Was zeichnet für Dich persönlich echtes, wahres Glück und ein sinnerfülltes Leben aus? Welche Rolle spielt dabei die Arbeit?

Westermann: Das Leben ist viel zu kurz, um Träume auf die lange Bank zu schieben. Ich habe genug Freunde, die jetzt Karriere machen und die jetzt sagen, eines Tages mache ich das auch alles. Meine Lebenserfahrung sagt mir aber, dass aus eines Tages leider nie etwas wird.
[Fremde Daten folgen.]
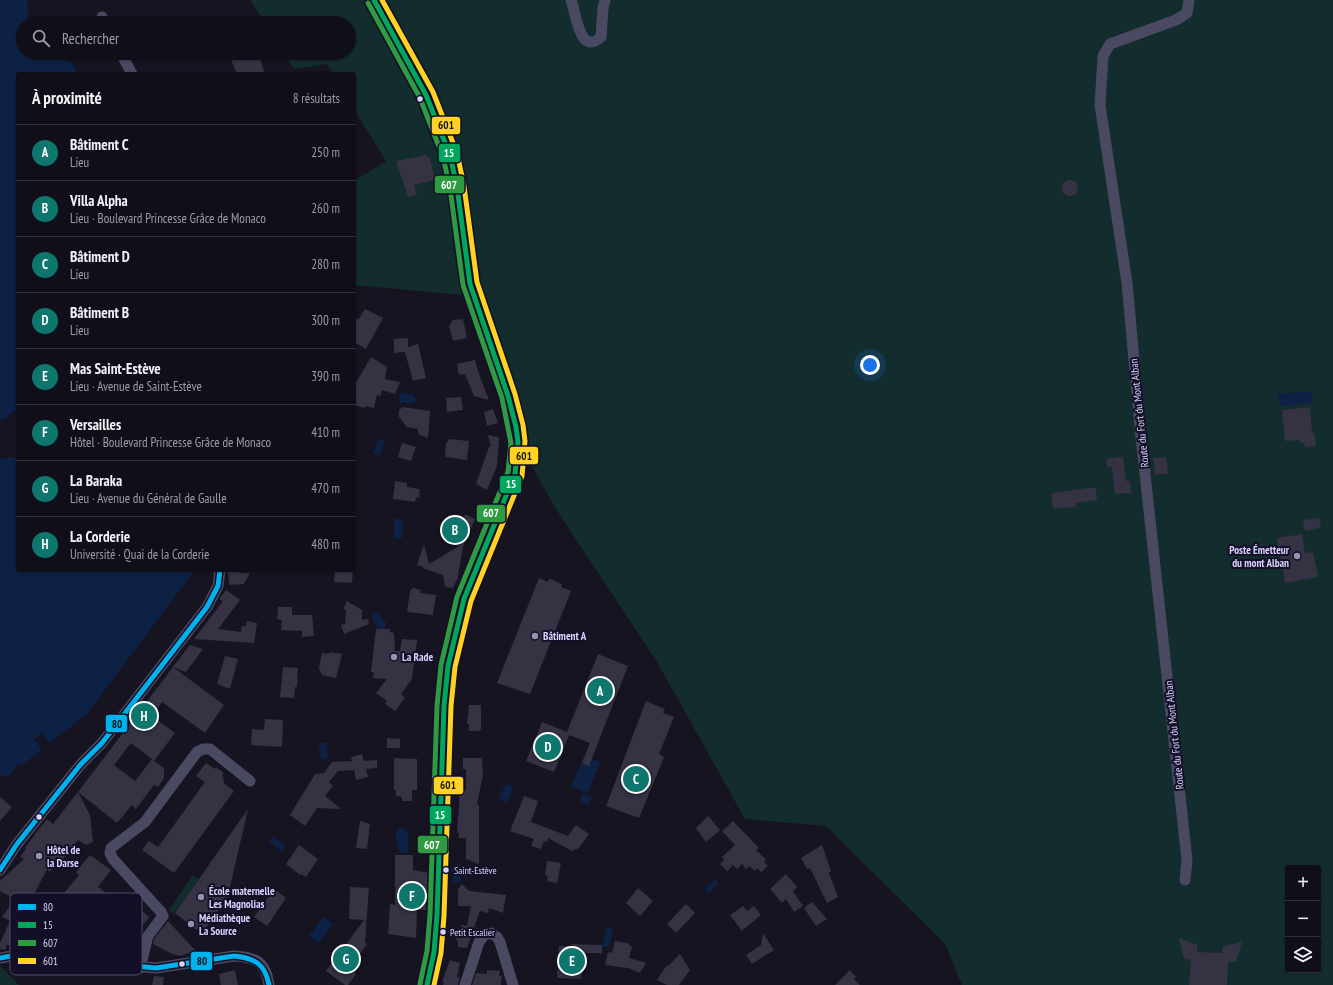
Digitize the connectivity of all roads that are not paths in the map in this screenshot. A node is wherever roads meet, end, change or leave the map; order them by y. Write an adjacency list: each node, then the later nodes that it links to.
1 (374, 0): 16 (main road)
2 (571, 0): 3 (street)
3 (605, 0)
4 (1190, 0): 10 (street, Route du Fort du Mont Alban)
5 (125, 60): 6 (street)
6 (131, 72)
7 (220, 572): 9 (street)
8 (250, 781): 13 (street)
9 (0, 870)
10 (1185, 880)
11 (10, 956): 12 (street)
12 (0, 958)
13 (142, 960)
14 (142, 968): 15 (street)
15 (269, 985)
16 (427, 985)
17 (465, 985): 18 (street)
18 (513, 985)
Glück ist, nach der Gesundheit, wenn man sich seine Träume erfüllt. Die Arbeit steht dem leider oft entgegen. Ich kenne viele, die hangeln sich von Wochenende zu Wochenende. Am Montag wünschen sie sich schon den Freitag her. Wenn man in diesem Trott gefangen ist, sollte man dringend etwas ändern. Das Leben zieht sonst an einem vorbei und bevor man sich versieht, ist das Leben vorbei.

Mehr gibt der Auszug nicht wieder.